**Exercise details:** All lines with the word "where" are to be found and copied from the listing.

**Data for the task:**

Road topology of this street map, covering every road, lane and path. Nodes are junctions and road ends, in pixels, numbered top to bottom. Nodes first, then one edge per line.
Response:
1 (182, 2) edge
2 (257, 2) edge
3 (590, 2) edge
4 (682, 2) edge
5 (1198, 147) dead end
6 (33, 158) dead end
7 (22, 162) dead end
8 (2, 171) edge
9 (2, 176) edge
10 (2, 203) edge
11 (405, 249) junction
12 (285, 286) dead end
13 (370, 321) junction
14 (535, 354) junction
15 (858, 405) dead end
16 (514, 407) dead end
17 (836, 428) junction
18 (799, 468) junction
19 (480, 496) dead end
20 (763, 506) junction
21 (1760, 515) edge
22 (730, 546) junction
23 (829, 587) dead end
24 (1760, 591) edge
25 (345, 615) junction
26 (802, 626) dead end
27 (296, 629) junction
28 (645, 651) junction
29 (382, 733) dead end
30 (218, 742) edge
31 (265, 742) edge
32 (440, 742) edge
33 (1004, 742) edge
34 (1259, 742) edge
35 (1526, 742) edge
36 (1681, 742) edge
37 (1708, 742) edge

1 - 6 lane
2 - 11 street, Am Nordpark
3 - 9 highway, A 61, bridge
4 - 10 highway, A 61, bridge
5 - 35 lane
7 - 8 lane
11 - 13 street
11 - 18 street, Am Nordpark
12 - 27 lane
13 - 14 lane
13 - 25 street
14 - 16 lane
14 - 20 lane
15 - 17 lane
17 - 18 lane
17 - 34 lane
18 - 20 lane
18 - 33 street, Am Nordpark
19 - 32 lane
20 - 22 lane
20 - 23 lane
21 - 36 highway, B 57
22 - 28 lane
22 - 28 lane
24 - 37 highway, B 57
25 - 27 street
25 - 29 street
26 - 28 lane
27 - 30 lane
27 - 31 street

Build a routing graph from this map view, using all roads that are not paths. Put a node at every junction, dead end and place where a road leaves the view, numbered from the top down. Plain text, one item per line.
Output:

--

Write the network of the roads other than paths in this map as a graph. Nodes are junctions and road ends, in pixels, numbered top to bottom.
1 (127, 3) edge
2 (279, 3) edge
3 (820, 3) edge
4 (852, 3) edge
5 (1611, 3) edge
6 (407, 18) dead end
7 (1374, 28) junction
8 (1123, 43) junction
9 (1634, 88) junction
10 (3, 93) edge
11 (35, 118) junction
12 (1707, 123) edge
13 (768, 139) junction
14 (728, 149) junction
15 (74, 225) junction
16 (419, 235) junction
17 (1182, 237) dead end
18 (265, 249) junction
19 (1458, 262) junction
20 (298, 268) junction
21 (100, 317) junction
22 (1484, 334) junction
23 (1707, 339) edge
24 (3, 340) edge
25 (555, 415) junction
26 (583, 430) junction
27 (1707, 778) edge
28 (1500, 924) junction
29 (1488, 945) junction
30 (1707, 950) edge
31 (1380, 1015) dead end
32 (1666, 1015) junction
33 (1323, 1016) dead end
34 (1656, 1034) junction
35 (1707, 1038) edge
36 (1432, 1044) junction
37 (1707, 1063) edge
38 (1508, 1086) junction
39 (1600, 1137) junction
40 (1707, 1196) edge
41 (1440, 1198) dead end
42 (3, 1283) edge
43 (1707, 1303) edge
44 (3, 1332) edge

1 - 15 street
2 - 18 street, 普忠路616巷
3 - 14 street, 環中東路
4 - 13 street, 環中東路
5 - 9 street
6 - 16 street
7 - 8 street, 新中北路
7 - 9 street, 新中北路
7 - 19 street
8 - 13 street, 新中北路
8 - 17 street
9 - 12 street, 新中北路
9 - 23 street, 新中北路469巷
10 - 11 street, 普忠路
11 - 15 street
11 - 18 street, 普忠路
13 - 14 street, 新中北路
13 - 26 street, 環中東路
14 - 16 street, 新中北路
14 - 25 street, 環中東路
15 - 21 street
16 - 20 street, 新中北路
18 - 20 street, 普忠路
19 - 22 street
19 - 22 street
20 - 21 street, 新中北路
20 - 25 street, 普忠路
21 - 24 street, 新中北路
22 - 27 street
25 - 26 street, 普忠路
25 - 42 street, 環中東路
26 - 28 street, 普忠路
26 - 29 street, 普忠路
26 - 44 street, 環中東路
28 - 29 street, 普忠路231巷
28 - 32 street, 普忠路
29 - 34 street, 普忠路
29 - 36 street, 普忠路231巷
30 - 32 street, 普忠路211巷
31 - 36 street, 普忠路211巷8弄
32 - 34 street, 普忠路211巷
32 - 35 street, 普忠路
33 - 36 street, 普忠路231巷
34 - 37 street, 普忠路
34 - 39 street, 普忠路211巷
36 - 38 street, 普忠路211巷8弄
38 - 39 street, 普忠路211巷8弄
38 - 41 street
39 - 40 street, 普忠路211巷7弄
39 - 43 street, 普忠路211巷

* * *

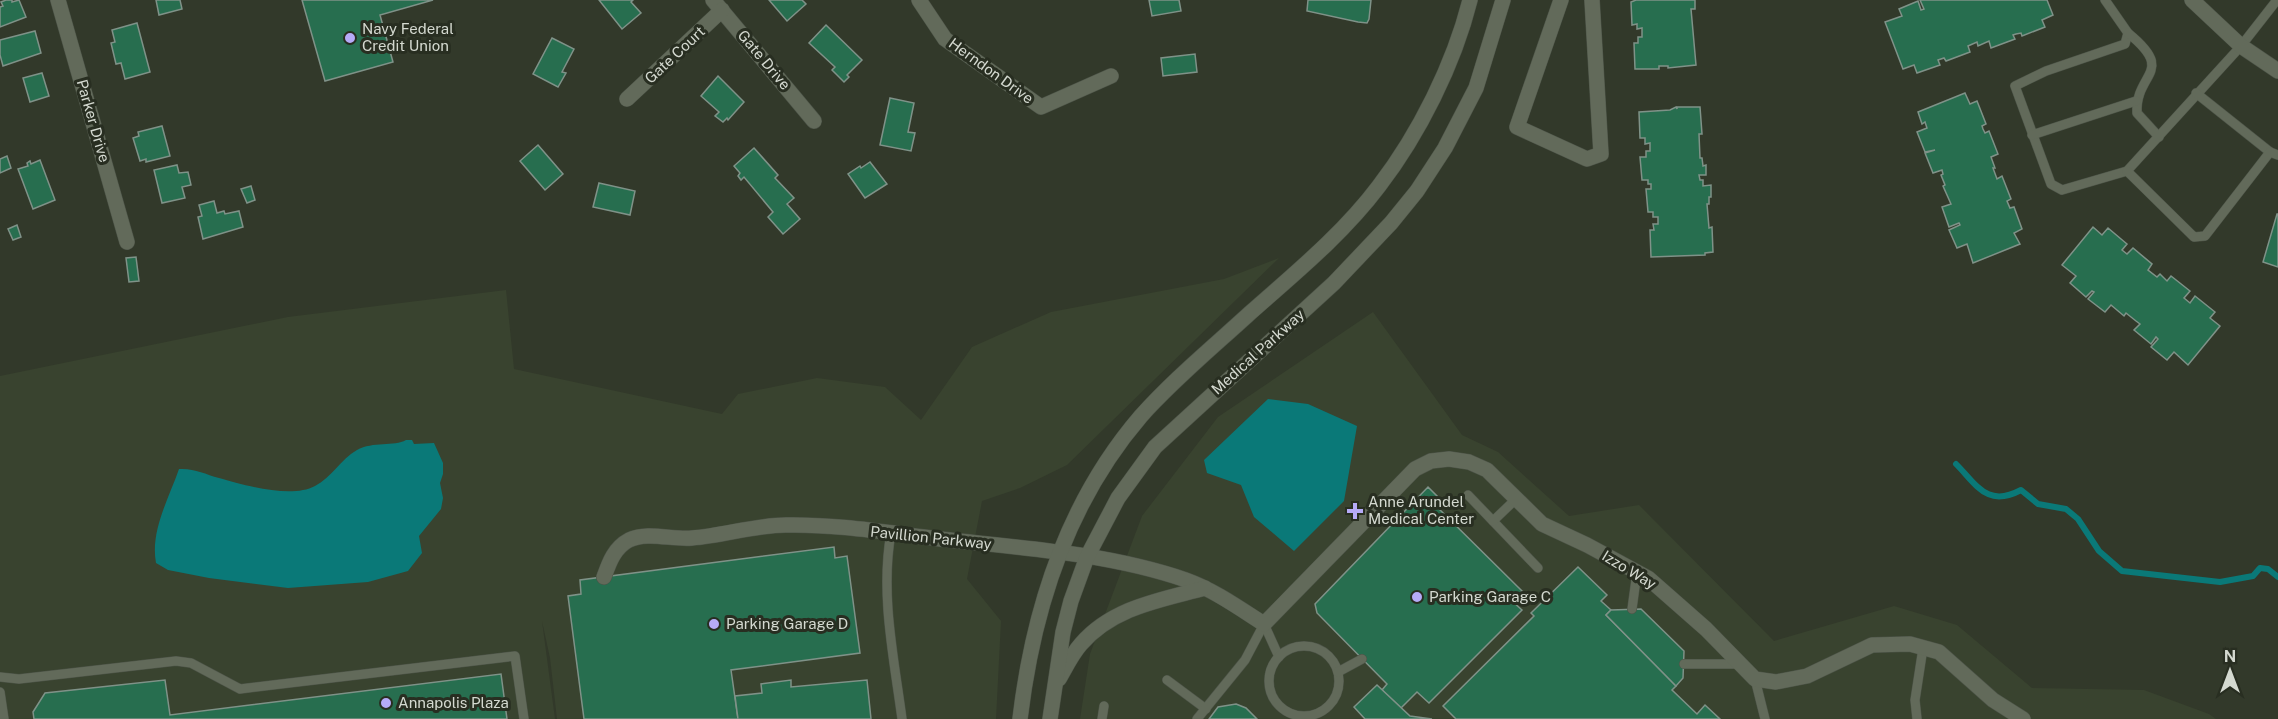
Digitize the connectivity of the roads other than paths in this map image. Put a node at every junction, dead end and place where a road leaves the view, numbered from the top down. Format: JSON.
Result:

**Answer space:**
Build a routing graph from this map view, using all roads that are not paths. Put a node at every junction, dead end and place where a road leaves the view, numbered from the top down. Plain text, one item per line.
Digitize the connectivity of the roads other than paths in this map image. Put a node at every junction, dead end and place where a road leaves the view, numbered from the top down. Format: JSON.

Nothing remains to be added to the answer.